Mar 04, 2006 08:27
Sorry I have been very very very busy these past few weeks and have note updated my journal for a long long time. I just got home from Budapest 2 days ago. It was a fascinating and beautiful city. I was especially interested in seeing the effects that communism had on a country. I can see why Hitler called Vienna a pearl among all cities, Budapest was rich in culture but the building are dark and everything has a kind of sleepy and wet feeling. Vienna's building appear bright and alive, I can now understand why Hitler said that. Budapest was certainly beautiful in its own way a beauty you can't forget. I would say the beauty is more of character however, there is such a strive to push forward to make things better. All the Hungarians I spoke with emphasized that they wanted a better economy, better prices, better wages, a better community life. The city is so rich in history, I really must go back someday to visit some of the museums I missed. One of the museums I missed was the Communist Headquarters, you can tour a communist prison where several revolutionists were actually tortured and killed. I am not sure why but that area of history is exceedingly interesting to me now. If I were to try to guess, I would have to say its because of the character of the people. There is a sort of silent standard that you can't miss, it just breathes with the people. I believe that God has given me a huge appetite for people, cultures, and languages for a reason. Whatever happens I know I will never ever stop traveling or trying to learn about cultural customs. What attracts me is beauty has so many different types. I come from a very strong Scandinavian background the landscape in Norway is gorgeous with the mountains running right up against the ocean, the mist in the wooded hills, with small cottages puffing smoke its nearly a fairy tale setting. Then there is an African setting, wide and open. Long waving shafts of grass. To borrow the words of one of my favorite writers...

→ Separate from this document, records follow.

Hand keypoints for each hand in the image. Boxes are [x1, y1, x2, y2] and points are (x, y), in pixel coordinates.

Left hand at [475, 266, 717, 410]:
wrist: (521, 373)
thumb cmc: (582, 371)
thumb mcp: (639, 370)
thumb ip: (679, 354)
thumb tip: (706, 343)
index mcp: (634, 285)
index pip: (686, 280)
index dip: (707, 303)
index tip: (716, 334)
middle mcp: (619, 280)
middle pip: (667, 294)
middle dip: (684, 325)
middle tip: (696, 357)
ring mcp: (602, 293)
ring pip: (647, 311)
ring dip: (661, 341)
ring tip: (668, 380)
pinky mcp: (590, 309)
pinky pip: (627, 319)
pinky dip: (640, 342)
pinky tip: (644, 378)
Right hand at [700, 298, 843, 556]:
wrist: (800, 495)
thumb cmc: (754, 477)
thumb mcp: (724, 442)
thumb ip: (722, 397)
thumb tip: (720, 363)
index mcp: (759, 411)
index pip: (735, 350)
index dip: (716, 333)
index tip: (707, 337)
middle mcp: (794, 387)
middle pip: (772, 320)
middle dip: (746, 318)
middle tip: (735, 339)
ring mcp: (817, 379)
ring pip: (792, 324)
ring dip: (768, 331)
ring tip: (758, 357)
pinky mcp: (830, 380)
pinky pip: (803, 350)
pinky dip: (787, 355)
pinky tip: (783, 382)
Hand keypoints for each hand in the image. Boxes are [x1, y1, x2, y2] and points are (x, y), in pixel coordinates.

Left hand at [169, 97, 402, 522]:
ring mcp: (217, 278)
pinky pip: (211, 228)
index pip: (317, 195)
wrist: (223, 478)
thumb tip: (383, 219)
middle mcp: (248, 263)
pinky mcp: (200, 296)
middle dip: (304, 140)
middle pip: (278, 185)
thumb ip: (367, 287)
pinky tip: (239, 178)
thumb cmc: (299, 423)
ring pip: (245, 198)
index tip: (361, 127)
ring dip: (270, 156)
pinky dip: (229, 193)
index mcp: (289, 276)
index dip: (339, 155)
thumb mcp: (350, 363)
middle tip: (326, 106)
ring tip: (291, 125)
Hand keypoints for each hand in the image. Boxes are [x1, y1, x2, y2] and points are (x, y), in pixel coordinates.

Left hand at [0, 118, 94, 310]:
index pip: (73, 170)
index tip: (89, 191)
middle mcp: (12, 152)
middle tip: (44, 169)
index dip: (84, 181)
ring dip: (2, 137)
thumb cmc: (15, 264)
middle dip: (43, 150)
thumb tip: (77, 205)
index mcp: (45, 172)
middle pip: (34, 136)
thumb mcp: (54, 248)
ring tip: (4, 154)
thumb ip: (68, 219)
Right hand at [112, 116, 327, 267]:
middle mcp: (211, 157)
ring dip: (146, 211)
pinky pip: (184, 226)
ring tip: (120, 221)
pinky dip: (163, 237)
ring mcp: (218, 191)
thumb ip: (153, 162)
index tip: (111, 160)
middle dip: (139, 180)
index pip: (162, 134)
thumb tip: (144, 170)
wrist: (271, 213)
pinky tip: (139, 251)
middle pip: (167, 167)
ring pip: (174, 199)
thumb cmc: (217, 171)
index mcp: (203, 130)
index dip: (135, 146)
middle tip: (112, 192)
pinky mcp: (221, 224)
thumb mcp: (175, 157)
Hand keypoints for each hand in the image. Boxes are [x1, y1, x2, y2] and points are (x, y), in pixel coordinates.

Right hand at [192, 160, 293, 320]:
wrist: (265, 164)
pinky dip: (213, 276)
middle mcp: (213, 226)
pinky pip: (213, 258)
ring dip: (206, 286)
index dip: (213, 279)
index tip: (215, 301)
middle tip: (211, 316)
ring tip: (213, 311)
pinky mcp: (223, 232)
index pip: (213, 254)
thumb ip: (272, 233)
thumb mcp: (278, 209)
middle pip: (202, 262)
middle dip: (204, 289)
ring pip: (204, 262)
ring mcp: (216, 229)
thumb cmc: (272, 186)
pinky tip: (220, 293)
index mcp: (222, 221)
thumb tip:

"I believe." writes Doris Lessing, "that the chief gift from Africa to writers ,white and black, is the continent itself, its presence which for some people is like an old fever, latent always in their blood; or like an old wound throbbing in the bones as the air changes. That is not a place to visit unless one chooses to be an exile ever afterwards from an inexplicable majestic silence lying just over the border of memory or of thought. Africa gives you the knowledge that man is a small creature, among other creatures, in a large landscape."